Escrevi sobre uma catástrofe ecológica e cometi um pecado fatal: falar sobre a morte
Na cultura que bem vagamente chamamos de ocidental, ou seja, a nossa cultura, um dos pecados mortais é justamente o de falar da morte, nem que seja de raspão. Senti isso na pele há umas poucas colunas. O tema da Trip era então Praia e eu acabei caindo na tentação de escrever sobre aquilo que me parecia, parece, mais urgente e pertinente ao assunto: a possível morte das praias como as conhecemos.
Meu raciocínio não foi além do elementar. De um lado, não é novidade nenhuma que a maioria das projeções cientificas prevê um aumento da temperatura média da Terra, que por sua vez vai elevar o nível do mar em alguns metros nas próximas décadas. De outro, as praias, que por definição são faixas de areia à beira do mar, estão localizadas numa altitude minimamente superior ao próprio. Não é preciso ser nenhum Aziz Ab’Saber para deduzir que a chance de elas desaparecerem num futuro próximo, sobretudo se nada for feito logo, é muito grande.
Isso é o óbvio. E o óbvio pode insultar alguns. “Ecochato”, “deprimido”, “apocalíptico” estavam entre os adjetivos que certos leitores da coluna usaram para me definir. Para alguns, mais exaltados, o fato de eu estar me referindo abertamente à futura morte das praias parecia significar que era eu quem já estava a assassiná-las ou, pior, que eu estava desejando a morte deles próprios.

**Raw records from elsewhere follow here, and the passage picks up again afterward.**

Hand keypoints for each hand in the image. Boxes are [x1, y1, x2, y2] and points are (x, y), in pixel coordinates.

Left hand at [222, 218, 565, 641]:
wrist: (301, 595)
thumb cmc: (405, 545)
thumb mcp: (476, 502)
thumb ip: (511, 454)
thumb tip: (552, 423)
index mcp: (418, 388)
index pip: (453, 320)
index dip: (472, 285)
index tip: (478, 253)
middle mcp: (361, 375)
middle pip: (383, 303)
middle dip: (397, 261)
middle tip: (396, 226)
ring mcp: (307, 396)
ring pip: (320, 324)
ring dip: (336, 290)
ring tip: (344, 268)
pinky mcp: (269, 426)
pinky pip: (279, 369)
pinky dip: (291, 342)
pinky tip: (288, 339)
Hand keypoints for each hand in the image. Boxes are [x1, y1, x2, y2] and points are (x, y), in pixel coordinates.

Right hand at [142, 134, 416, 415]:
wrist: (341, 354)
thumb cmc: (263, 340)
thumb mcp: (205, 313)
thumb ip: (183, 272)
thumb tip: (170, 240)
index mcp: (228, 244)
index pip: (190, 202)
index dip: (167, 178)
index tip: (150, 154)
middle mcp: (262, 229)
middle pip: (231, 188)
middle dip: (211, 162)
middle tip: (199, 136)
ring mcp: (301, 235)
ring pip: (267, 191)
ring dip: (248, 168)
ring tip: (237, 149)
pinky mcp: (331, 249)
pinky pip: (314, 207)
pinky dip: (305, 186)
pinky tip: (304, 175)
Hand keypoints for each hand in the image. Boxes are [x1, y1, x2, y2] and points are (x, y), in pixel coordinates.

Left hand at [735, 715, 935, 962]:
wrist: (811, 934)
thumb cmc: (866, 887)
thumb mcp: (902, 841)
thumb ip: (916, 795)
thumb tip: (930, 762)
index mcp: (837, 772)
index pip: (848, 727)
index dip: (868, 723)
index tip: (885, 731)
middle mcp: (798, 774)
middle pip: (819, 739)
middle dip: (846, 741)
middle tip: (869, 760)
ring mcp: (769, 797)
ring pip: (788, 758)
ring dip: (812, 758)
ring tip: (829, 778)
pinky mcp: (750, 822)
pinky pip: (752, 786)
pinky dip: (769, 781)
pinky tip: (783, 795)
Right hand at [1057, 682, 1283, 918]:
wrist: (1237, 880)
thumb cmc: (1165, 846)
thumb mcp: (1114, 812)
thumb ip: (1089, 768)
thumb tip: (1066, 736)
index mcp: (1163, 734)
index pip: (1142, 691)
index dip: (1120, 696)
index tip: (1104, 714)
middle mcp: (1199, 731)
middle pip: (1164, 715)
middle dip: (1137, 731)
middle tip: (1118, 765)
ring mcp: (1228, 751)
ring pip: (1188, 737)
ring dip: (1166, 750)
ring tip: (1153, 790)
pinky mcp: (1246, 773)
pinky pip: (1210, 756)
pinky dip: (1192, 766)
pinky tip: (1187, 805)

Nada de novo também. Esse tipo de reação é clássica quando se trata da questão ambiental, ainda hoje. Se minha ingênua intenção era a de abrir olhos para um dos acontecimentos surreais que a irresponsabilidade ambiental pode gerar, tenho que admitir que quem morreu na praia fui eu. Boa parte da raiva que os leitores poderiam, deveriam, dirigir ao absurdo fato de que algumas das paisagens mais maravilhosas da natureza podem realmente acabar foi dirigida a mim.
DOURAR A PÍLULA
Não quero condenar esses leitores, muito menos aqueles que formularam sua crítica de uma maneira mais sensata. Estes, resumindo, disseram que a estratégia mais inteligente para denunciar uma catástrofe ambiental iminente deve ser a de sempre usar tons “construtivos”, “otimistas”, mesmo que a catástrofe seja aquilo que obviamente é: catastrófica.
Dourar a pílula é uma tática que até faz algum sentido aqui. Aqueles que negam a luz das obviedades tenebrosas, como a catástrofe ambiental, geralmente o fazem por razões de que eles próprios se envergonham. Entre elas o medo, a ignorância e a arrogância. Acontece que uma luz dessa magnitude pode até ser negada, mas é infelizmente forte demais para se apagar e passa a iluminar justamente a barreira que a separa dos negadores. Ou seja, seu próprio medo, arrogância e ignorância. Não é surpresa que fiquem incomodados.
A verdade é que a catástrofe ecológica atualmente se confunde na cabeça de muitas pessoas com o tema de sua própria morte. A gravidade da situação acaba funcionando, para alguns, como metáfora de nossa própria finitude. Lidar com esse tabu gera uma raiva cega e confusa que permeia toda a questão.
Um dos grandes paradoxos do drama ambiental é o de que a maioria daqueles que denunciam a situação calamitosa geralmente o faz porque acredita que ainda há uma chance, mesmo que mínima, de contorná-la. E, na outra ponta, muitos daqueles que ainda negam a calamidade pública, na prática ou na teoria, agem assim porque no fundo acreditam que ela é inevitável, como a própria morte.
A boa notícia é que as coisas são muito mais simples. A morte é um destino obrigatório. A catástrofe ambiental ainda não é. É esse o tipo de otimismo em que prefiro acreditar.